• _What is required_
Scan the records and identify every line in which the string "Right" occurs, then return those lines.

• _Provided records_
_ _ _ _ _ _ _

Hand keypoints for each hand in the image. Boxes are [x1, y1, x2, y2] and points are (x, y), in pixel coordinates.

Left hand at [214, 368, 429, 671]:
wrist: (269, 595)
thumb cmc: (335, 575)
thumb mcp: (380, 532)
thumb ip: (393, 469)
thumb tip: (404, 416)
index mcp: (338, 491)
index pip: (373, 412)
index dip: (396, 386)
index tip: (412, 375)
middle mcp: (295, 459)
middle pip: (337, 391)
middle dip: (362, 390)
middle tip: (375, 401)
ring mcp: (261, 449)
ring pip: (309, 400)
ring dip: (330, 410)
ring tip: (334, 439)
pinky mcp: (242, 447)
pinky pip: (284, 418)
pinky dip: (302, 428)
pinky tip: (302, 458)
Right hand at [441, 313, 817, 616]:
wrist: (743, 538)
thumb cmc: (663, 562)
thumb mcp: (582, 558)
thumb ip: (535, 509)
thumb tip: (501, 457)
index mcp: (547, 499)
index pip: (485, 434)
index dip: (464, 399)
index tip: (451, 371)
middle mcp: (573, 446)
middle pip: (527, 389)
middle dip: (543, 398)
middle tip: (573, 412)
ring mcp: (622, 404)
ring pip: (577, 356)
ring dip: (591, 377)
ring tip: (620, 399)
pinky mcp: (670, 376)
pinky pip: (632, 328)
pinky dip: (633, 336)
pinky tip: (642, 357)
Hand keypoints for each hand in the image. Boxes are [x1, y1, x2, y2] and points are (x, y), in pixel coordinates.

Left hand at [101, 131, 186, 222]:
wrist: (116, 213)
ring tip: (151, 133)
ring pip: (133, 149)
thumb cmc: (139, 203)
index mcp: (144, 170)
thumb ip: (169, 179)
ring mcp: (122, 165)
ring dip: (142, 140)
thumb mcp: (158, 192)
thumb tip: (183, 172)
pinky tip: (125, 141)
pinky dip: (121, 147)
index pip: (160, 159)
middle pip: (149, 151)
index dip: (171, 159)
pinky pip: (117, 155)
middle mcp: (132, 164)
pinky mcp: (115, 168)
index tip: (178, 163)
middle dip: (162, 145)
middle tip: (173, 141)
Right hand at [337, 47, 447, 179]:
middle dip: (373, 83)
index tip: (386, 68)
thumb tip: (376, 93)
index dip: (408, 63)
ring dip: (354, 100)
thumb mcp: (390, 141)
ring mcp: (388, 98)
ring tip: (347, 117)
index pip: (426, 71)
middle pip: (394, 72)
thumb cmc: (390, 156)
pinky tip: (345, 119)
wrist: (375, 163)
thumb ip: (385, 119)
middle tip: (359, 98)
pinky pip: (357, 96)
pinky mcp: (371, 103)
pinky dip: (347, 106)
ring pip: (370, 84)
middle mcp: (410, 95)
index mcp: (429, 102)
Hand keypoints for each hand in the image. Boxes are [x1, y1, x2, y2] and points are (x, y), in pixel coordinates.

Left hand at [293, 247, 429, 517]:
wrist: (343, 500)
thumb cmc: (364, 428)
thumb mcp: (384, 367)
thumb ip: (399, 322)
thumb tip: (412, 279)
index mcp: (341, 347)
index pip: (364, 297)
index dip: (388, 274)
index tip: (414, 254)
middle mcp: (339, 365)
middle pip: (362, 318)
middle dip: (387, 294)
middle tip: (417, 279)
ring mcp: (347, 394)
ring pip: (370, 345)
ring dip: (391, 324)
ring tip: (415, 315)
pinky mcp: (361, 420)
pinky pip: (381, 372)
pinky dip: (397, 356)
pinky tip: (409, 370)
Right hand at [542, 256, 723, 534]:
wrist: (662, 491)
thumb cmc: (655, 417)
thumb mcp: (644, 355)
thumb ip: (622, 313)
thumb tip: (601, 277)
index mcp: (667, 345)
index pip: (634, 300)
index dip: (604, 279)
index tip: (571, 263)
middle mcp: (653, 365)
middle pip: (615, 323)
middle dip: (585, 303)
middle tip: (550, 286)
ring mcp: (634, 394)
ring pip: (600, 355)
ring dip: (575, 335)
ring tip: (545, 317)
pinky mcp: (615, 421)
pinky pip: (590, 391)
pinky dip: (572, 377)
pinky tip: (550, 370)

_ _ _ _ _ _ _

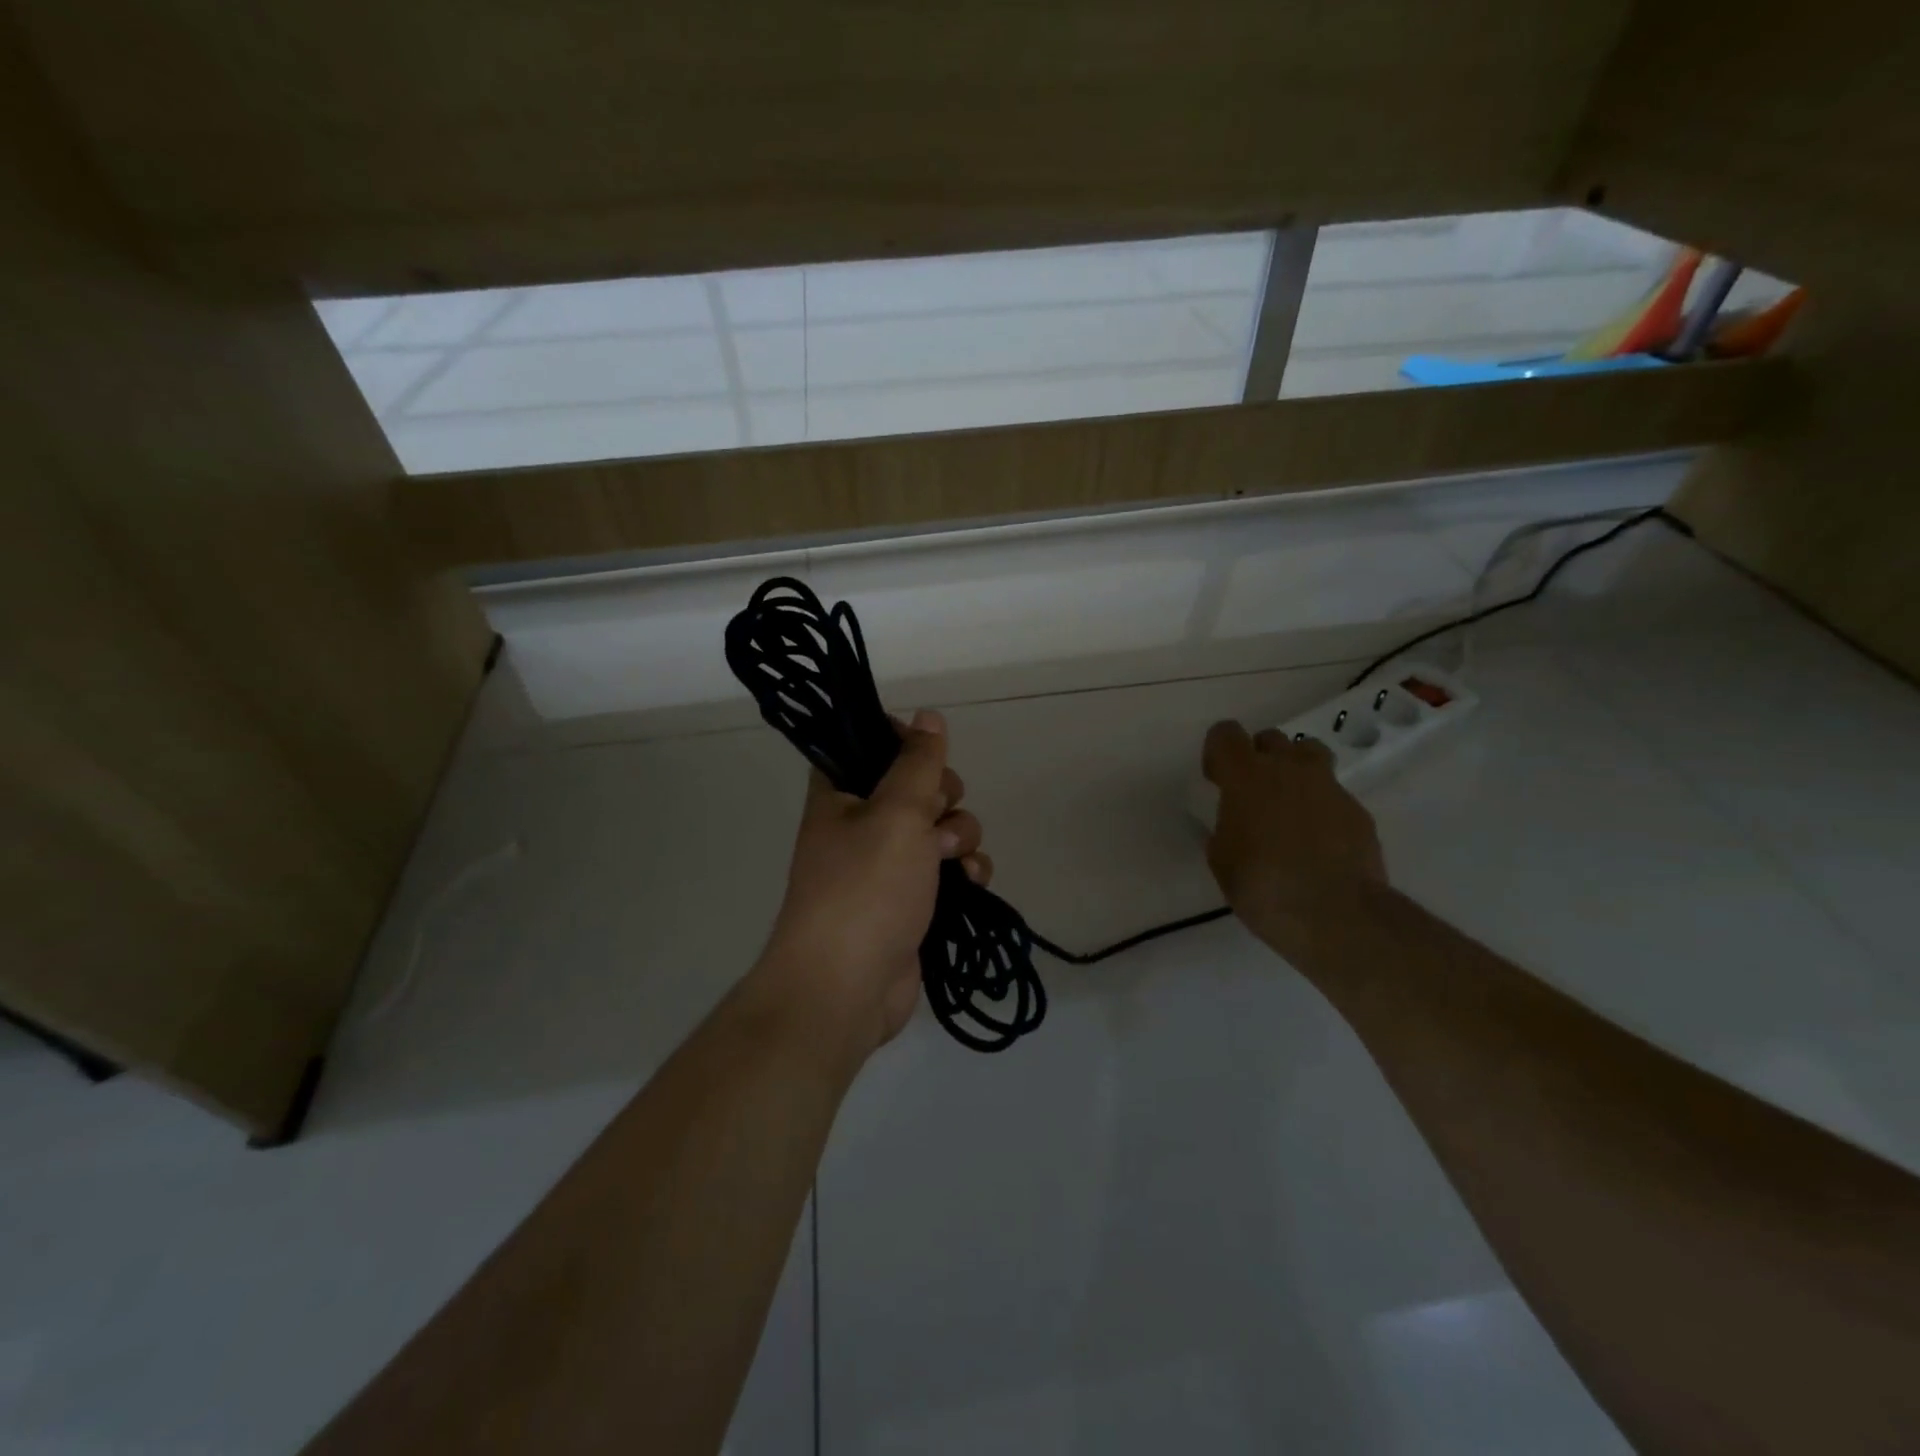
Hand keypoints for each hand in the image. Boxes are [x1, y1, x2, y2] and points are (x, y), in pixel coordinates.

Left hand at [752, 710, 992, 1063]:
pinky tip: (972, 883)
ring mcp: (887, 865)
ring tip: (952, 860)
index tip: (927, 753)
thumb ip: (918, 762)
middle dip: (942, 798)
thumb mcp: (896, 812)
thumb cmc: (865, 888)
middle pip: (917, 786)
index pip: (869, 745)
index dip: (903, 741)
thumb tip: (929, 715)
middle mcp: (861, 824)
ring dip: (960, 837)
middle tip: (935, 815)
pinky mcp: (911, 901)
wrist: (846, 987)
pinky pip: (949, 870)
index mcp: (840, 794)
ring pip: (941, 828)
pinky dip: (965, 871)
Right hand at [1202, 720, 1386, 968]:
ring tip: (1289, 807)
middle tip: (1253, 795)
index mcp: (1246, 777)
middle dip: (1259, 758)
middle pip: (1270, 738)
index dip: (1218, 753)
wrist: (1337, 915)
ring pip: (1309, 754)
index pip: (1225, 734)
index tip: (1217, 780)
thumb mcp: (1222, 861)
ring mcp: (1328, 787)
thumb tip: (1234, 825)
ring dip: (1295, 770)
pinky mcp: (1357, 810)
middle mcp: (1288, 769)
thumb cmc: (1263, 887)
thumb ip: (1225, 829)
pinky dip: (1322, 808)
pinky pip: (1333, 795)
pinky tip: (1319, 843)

_ _ _ _ _ _ _

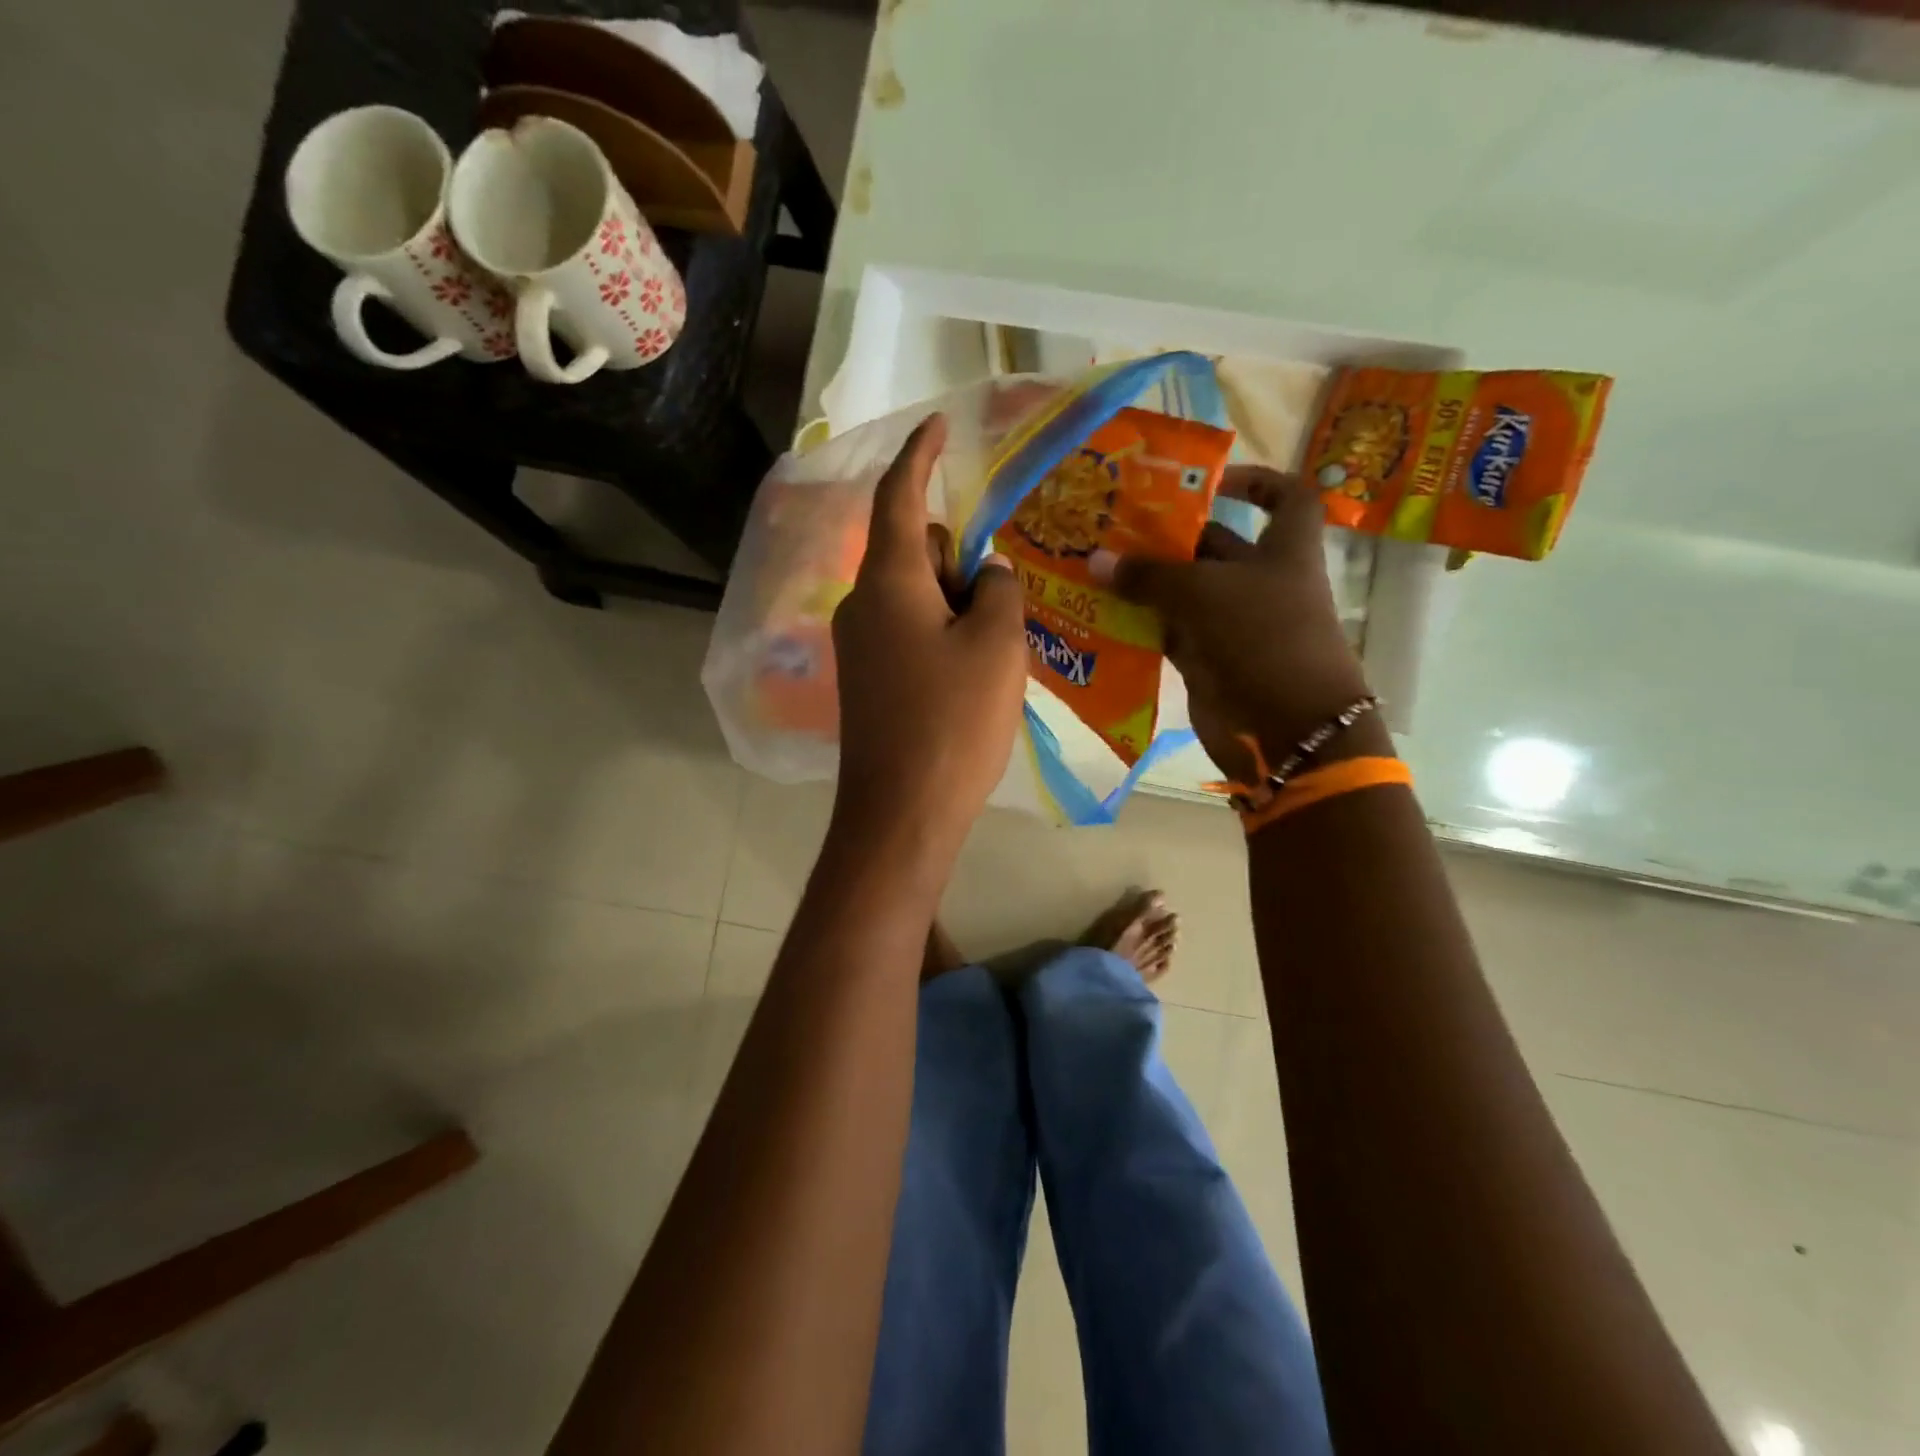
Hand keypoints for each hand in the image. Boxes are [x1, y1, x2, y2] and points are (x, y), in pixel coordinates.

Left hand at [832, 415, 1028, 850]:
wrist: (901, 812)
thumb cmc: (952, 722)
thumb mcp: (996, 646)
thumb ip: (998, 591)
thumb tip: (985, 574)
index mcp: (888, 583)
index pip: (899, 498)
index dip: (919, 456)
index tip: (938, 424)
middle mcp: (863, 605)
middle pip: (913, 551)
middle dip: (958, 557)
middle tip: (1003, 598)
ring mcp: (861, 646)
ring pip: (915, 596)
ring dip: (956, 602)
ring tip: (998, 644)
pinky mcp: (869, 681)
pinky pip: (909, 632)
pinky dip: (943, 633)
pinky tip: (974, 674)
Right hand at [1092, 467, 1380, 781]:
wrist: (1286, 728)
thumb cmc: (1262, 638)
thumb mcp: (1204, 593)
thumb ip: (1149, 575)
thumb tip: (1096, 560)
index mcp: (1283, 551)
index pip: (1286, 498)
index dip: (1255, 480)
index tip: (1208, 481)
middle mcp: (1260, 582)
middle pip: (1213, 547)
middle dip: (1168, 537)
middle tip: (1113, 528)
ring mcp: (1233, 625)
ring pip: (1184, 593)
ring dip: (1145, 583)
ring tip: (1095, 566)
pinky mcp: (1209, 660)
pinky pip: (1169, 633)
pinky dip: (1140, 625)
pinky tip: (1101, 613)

_ _ _ _ _ _ _

• _Output_
Right hand at [441, 313, 817, 616]:
Right hand at [337, 47, 447, 179]:
Right hand at [542, 256, 723, 534]:
Right hand at [1202, 720, 1386, 968]:
Right hand at [1092, 467, 1380, 781]:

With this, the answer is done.